=== Material provided ===

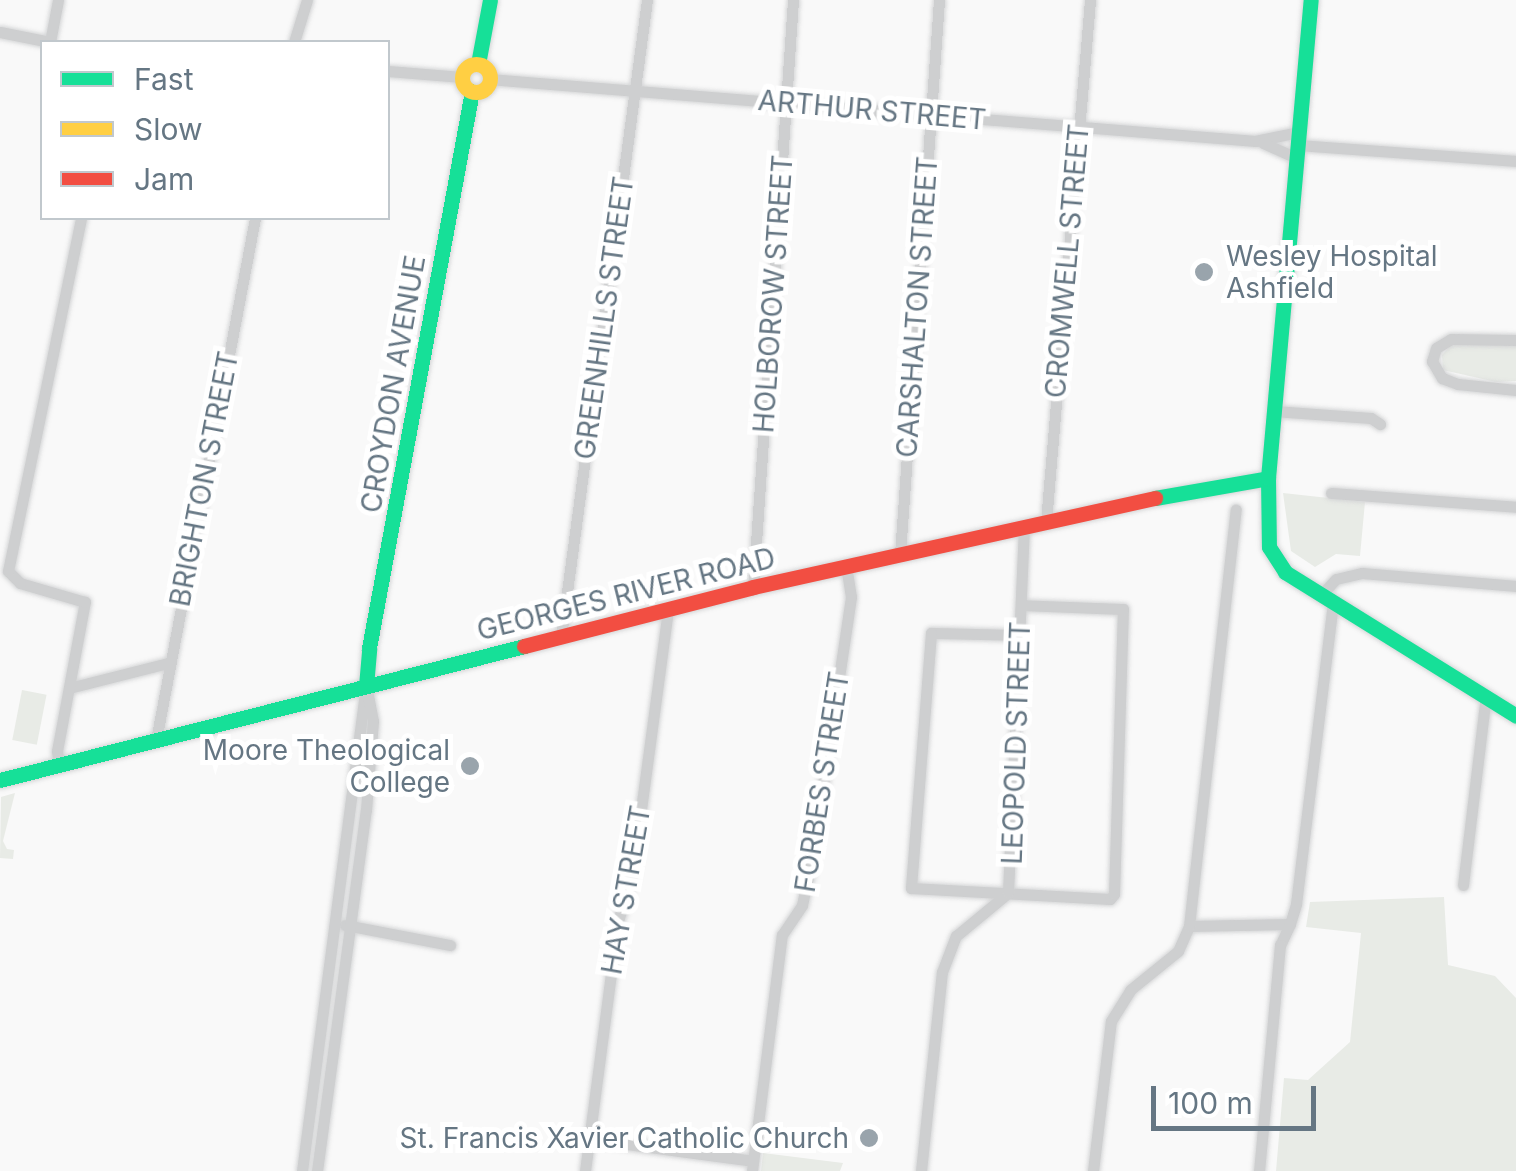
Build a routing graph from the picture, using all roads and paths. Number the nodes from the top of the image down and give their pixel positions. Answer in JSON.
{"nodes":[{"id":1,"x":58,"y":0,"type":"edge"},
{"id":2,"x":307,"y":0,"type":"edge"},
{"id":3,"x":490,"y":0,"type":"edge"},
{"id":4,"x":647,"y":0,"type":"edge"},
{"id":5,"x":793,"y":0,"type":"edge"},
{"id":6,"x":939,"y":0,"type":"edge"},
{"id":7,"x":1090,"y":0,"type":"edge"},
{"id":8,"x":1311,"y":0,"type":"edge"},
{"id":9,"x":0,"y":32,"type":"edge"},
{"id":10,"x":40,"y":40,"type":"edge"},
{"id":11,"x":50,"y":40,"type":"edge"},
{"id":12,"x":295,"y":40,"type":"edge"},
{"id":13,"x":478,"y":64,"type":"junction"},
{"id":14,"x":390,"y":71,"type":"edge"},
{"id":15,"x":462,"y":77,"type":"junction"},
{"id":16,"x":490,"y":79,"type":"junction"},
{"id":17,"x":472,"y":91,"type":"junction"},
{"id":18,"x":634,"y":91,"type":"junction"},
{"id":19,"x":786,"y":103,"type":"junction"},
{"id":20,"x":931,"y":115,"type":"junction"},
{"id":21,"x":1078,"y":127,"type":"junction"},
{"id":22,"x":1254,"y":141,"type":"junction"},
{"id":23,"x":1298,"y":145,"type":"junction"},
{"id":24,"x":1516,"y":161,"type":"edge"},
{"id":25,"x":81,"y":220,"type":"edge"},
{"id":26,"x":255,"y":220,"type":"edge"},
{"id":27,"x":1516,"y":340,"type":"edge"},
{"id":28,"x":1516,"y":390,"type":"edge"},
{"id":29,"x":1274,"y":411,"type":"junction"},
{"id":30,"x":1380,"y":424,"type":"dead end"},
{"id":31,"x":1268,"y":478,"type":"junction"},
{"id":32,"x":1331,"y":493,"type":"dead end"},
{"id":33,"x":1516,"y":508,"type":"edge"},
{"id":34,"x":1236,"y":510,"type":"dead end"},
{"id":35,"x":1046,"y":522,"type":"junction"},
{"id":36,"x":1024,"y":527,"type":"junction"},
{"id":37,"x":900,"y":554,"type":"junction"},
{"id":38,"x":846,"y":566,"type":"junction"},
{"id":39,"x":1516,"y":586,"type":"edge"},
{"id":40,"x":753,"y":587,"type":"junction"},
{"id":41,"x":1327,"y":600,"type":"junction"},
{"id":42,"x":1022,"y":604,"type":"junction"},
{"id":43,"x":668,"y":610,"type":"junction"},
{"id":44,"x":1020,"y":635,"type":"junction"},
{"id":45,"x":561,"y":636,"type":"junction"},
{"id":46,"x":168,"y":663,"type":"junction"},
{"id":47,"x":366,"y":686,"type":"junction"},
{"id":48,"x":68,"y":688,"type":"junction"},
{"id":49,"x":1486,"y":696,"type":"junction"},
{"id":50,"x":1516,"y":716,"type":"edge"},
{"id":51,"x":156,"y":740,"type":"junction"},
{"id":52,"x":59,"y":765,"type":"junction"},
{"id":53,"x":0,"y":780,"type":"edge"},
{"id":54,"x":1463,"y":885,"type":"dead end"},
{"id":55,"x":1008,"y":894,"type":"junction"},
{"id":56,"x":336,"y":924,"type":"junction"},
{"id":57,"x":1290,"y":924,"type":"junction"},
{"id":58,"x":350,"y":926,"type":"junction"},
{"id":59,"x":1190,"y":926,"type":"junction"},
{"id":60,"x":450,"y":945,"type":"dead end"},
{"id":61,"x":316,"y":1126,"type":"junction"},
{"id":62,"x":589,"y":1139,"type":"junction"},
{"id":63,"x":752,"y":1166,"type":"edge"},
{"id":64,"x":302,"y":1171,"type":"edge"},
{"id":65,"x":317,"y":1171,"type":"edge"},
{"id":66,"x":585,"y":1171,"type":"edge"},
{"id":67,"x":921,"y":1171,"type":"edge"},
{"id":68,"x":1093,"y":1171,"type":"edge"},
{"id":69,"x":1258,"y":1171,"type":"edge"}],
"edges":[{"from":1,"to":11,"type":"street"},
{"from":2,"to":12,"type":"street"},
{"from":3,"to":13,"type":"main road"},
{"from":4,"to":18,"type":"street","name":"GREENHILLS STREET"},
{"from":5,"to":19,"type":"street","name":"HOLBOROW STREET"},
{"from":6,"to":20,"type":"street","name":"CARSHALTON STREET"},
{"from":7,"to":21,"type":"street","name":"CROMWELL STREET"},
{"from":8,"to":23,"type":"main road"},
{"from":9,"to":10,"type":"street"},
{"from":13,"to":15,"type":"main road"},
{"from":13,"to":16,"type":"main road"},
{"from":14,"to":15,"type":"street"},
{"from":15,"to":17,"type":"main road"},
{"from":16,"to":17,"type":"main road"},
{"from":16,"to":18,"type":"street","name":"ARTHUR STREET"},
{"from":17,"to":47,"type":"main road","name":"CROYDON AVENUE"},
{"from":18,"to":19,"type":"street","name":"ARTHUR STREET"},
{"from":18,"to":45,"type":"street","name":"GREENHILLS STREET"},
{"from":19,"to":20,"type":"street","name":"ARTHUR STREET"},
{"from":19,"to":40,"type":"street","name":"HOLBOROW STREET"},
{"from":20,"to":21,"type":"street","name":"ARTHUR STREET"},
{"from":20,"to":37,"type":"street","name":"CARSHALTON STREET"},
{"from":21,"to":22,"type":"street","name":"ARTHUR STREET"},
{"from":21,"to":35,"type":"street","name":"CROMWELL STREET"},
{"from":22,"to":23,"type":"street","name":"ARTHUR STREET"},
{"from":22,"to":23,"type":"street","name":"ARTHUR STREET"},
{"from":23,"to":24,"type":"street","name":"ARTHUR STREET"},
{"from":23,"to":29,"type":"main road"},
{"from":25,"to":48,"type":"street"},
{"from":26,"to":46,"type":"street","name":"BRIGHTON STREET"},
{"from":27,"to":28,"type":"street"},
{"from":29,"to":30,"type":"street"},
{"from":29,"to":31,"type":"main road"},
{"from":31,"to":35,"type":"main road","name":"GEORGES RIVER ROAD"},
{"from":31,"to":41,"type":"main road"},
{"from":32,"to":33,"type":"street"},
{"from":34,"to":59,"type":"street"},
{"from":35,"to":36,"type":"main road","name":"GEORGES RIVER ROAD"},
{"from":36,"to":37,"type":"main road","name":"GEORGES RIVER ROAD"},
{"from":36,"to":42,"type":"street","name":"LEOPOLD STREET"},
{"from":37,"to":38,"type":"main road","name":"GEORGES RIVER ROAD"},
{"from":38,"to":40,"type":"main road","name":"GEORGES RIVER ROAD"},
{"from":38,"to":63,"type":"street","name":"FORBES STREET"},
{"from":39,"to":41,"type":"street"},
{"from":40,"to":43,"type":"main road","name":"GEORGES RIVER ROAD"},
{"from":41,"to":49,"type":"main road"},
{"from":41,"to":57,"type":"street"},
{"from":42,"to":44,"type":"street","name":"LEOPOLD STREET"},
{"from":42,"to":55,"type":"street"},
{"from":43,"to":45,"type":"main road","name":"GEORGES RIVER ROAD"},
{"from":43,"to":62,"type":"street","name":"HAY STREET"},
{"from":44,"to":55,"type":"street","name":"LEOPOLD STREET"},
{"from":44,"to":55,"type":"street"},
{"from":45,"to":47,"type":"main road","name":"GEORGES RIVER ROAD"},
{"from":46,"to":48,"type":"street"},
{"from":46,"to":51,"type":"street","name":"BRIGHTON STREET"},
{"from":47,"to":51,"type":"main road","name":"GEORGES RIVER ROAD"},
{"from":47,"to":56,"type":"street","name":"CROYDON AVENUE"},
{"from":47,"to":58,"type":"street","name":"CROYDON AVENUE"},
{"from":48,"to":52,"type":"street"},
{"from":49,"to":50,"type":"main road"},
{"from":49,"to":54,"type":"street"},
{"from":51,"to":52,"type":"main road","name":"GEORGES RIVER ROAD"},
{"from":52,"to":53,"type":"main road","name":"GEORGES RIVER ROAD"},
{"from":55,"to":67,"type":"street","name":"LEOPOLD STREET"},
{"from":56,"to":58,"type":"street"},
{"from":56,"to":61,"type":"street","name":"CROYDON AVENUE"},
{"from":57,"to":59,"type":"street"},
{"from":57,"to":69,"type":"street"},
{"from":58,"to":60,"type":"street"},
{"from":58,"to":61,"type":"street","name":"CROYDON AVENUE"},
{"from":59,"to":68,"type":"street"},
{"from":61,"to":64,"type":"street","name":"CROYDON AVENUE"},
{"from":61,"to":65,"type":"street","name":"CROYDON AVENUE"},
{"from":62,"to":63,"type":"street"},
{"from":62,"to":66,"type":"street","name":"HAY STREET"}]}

===

▶ [Task prompt] Each line in the listing above that includes "HOLBOROW" is to be copied.

▶ [Answer below]
{"from":5,"to":19,"type":"street","name":"HOLBOROW STREET"},
{"from":19,"to":40,"type":"street","name":"HOLBOROW STREET"},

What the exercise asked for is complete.